All lines holding the word "roads" should be located in the records and copied.

::::::::::

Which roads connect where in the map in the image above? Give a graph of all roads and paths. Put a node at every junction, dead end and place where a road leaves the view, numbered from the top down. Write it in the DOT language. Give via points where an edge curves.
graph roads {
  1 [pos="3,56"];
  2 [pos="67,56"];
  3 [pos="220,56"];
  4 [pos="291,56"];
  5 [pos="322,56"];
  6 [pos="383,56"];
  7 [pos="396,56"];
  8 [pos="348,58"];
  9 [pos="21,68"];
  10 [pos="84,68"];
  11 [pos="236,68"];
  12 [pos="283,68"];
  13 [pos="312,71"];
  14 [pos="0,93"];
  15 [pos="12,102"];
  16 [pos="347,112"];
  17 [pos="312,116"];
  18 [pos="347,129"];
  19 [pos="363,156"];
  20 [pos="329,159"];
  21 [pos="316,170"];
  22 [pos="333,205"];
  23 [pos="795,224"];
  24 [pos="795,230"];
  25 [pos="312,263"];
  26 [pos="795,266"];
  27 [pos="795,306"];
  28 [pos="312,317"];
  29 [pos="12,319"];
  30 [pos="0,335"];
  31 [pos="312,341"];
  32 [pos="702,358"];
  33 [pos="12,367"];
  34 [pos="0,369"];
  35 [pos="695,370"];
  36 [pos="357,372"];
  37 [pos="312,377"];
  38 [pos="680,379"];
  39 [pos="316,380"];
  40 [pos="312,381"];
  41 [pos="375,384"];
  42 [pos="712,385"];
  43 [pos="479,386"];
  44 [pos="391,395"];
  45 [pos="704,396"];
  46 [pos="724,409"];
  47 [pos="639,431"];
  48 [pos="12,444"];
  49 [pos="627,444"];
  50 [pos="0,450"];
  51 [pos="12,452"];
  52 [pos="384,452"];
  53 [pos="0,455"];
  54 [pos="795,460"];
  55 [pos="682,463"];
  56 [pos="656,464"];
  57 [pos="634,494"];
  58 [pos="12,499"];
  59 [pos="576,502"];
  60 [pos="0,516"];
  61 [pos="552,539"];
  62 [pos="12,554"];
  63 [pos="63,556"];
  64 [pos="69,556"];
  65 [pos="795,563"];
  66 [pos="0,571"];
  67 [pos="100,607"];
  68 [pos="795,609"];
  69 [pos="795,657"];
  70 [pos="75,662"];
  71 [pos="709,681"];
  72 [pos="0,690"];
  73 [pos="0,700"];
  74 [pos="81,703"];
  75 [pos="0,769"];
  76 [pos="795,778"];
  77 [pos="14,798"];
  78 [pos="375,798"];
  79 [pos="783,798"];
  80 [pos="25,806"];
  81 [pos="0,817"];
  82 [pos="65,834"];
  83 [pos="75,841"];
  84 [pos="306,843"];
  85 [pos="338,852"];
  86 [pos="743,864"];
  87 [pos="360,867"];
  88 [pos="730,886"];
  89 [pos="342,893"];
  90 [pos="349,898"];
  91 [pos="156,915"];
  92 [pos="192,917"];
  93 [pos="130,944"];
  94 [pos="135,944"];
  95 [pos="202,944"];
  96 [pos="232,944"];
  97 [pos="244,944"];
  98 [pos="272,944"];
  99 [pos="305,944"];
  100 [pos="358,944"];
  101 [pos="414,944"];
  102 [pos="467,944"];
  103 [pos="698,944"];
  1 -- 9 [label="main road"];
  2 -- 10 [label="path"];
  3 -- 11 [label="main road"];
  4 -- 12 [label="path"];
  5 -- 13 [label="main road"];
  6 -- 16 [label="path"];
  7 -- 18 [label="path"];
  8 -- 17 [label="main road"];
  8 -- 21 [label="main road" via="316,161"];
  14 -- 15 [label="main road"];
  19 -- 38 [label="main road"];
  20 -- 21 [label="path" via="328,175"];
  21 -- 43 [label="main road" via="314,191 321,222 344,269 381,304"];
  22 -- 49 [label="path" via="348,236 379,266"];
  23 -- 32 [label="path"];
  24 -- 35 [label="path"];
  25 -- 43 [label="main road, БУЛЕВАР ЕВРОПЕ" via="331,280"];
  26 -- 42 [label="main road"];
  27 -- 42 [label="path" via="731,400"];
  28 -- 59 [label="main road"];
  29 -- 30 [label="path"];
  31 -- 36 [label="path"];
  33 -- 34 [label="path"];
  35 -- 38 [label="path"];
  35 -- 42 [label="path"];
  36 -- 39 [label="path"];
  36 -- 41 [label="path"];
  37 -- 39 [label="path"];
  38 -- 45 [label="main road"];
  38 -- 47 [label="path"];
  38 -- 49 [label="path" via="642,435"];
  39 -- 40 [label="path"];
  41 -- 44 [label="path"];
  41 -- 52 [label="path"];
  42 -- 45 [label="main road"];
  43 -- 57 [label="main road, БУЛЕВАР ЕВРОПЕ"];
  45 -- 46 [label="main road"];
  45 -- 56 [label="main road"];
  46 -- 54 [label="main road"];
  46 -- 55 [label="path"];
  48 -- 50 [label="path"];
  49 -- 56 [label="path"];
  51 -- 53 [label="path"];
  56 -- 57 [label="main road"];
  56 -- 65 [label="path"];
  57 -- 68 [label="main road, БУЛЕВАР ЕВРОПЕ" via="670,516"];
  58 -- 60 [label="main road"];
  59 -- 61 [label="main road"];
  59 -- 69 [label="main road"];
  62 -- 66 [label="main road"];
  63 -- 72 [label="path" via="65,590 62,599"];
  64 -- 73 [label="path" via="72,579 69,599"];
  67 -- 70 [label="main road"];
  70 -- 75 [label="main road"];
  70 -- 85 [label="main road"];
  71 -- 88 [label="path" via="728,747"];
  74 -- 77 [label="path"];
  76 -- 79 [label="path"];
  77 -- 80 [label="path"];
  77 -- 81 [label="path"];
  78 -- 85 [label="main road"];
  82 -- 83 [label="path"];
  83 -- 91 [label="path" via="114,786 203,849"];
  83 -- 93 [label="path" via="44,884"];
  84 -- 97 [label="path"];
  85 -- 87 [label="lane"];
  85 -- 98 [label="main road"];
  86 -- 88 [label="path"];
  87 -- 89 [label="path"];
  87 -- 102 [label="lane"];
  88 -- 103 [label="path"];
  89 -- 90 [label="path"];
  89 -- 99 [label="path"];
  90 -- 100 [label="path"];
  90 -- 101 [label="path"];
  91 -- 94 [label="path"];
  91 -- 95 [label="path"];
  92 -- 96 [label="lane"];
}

::::::::::

▶ **Written solution**:
Which roads connect where in the map in the image above? Give a graph of all roads and paths. Put a node at every junction, dead end and place where a road leaves the view, numbered from the top down. Write it in the DOT language. Give via points where an edge curves.
graph roads {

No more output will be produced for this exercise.